• [Exercise aim] Find the word "lane" in the records and copy every line where it occurs.

========================

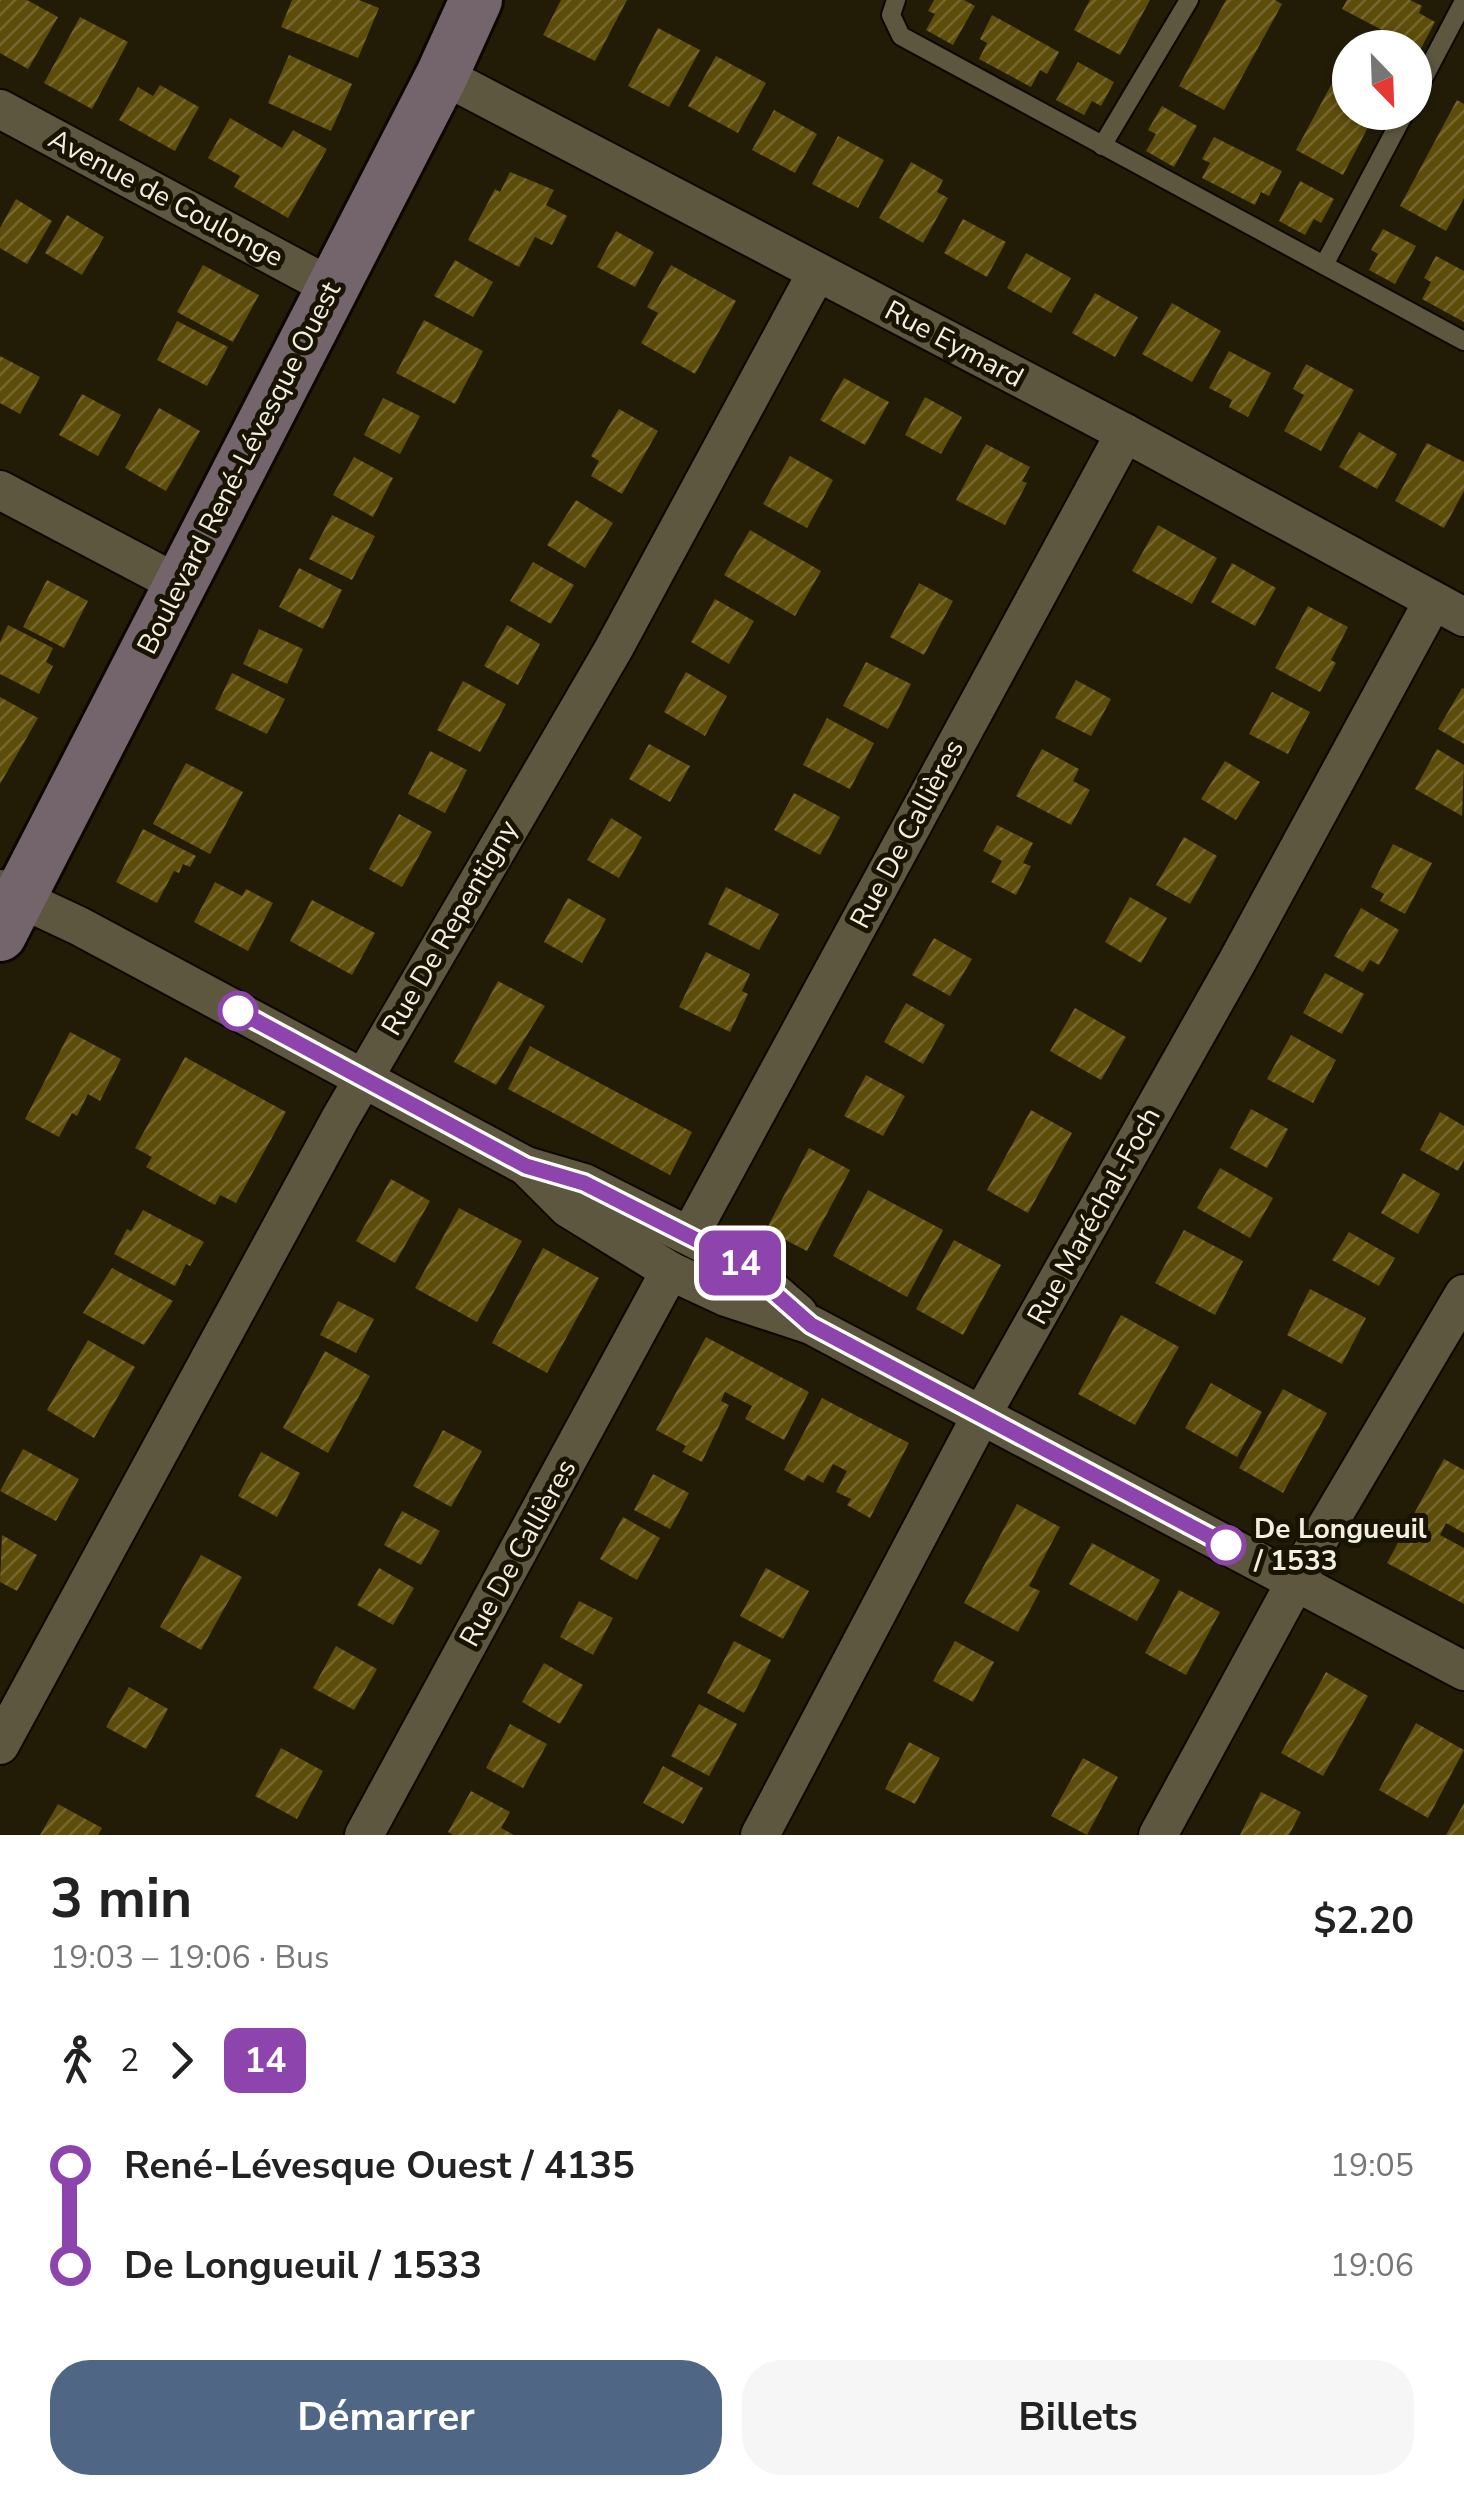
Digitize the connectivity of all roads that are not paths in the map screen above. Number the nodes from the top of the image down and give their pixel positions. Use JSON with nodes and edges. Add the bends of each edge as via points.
{"nodes":[{"id":1,"x":476,"y":0,"type":"edge"},
{"id":2,"x":896,"y":0,"type":"edge"},
{"id":3,"x":1189,"y":0,"type":"edge"},
{"id":4,"x":1464,"y":1,"type":"edge"},
{"id":5,"x":1432,"y":62,"type":"edge"},
{"id":6,"x":442,"y":75,"type":"junction"},
{"id":7,"x":0,"y":109,"type":"edge"},
{"id":8,"x":1395,"y":130,"type":"edge"},
{"id":9,"x":1102,"y":146,"type":"junction"},
{"id":10,"x":1324,"y":265,"type":"junction"},
{"id":11,"x":817,"y":272,"type":"junction"},
{"id":12,"x":331,"y":287,"type":"junction"},
{"id":13,"x":1464,"y":341,"type":"edge"},
{"id":14,"x":1125,"y":433,"type":"junction"},
{"id":15,"x":0,"y":490,"type":"edge"},
{"id":16,"x":180,"y":585,"type":"junction"},
{"id":17,"x":1449,"y":609,"type":"edge"},
{"id":18,"x":6,"y":907,"type":"edge"},
{"id":19,"x":363,"y":1078,"type":"junction"},
{"id":20,"x":526,"y":1166,"type":"junction"},
{"id":21,"x":690,"y":1235,"type":"junction"},
{"id":22,"x":670,"y":1271,"type":"junction"},
{"id":23,"x":1464,"y":1294,"type":"edge"},
{"id":24,"x":811,"y":1325,"type":"junction"},
{"id":25,"x":981,"y":1416,"type":"junction"},
{"id":26,"x":1296,"y":1582,"type":"junction"},
{"id":27,"x":1464,"y":1671,"type":"edge"},
{"id":28,"x":0,"y":1745,"type":"edge"},
{"id":29,"x":364,"y":1835,"type":"edge"},
{"id":30,"x":760,"y":1835,"type":"edge"},
{"id":31,"x":1158,"y":1835,"type":"edge"}],
"edges":[{"from":1,"to":6,"type":"main road","name":"Boulevard René-Lévesque Ouest"},
{"from":2,"to":9,"type":"lane","via":[[890,15],[902,36]]},
{"from":3,"to":9,"type":"lane"},
{"from":4,"to":5,"type":"lane"},
{"from":6,"to":11,"type":"street","name":"Rue Eymard"},
{"from":6,"to":12,"type":"main road","name":"Boulevard René-Lévesque Ouest"},
{"from":7,"to":12,"type":"street","name":"Avenue de Coulonge"},
{"from":8,"to":10,"type":"lane"},
{"from":9,"to":10,"type":"lane"},
{"from":10,"to":13,"type":"lane"},
{"from":11,"to":14,"type":"street","name":"Rue Eymard"},
{"from":11,"to":19,"type":"street","name":"Rue De Repentigny","via":[[613,650]]},
{"from":12,"to":16,"type":"main road","name":"Boulevard René-Lévesque Ouest"},
{"from":14,"to":17,"type":"street","name":"Rue Eymard"},
{"from":14,"to":21,"type":"street","name":"Rue De Callières"},
{"from":15,"to":16,"type":"street"},
{"from":16,"to":18,"type":"main road","name":"Boulevard René-Lévesque Ouest"},
{"from":17,"to":25,"type":"street","name":"Rue Maréchal-Foch","via":[[1238,960]]},
{"from":18,"to":19,"type":"street","via":[[79,926]]},
{"from":19,"to":20,"type":"street"},
{"from":19,"to":28,"type":"street","name":"Rue De Repentigny"},
{"from":20,"to":21,"type":"street","via":[[584,1183]]},
{"from":20,"to":22,"type":"street","via":[[568,1208]]},
{"from":21,"to":24,"type":"street","via":[[738,1261]]},
{"from":22,"to":24,"type":"street"},
{"from":22,"to":29,"type":"street","name":"Rue De Callières"},
{"from":23,"to":26,"type":"street"},
{"from":24,"to":25,"type":"street"},
{"from":25,"to":26,"type":"street"},
{"from":25,"to":30,"type":"street","name":"Rue Maréchal-Foch"},
{"from":26,"to":27,"type":"street"},
{"from":26,"to":31,"type":"street"}]}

========================

• [Task output]
{"from":2,"to":9,"type":"lane","via":[[890,15],[902,36]]},
{"from":3,"to":9,"type":"lane"},
{"from":4,"to":5,"type":"lane"},
{"from":8,"to":10,"type":"lane"},
{"from":9,"to":10,"type":"lane"},
{"from":10,"to":13,"type":"lane"},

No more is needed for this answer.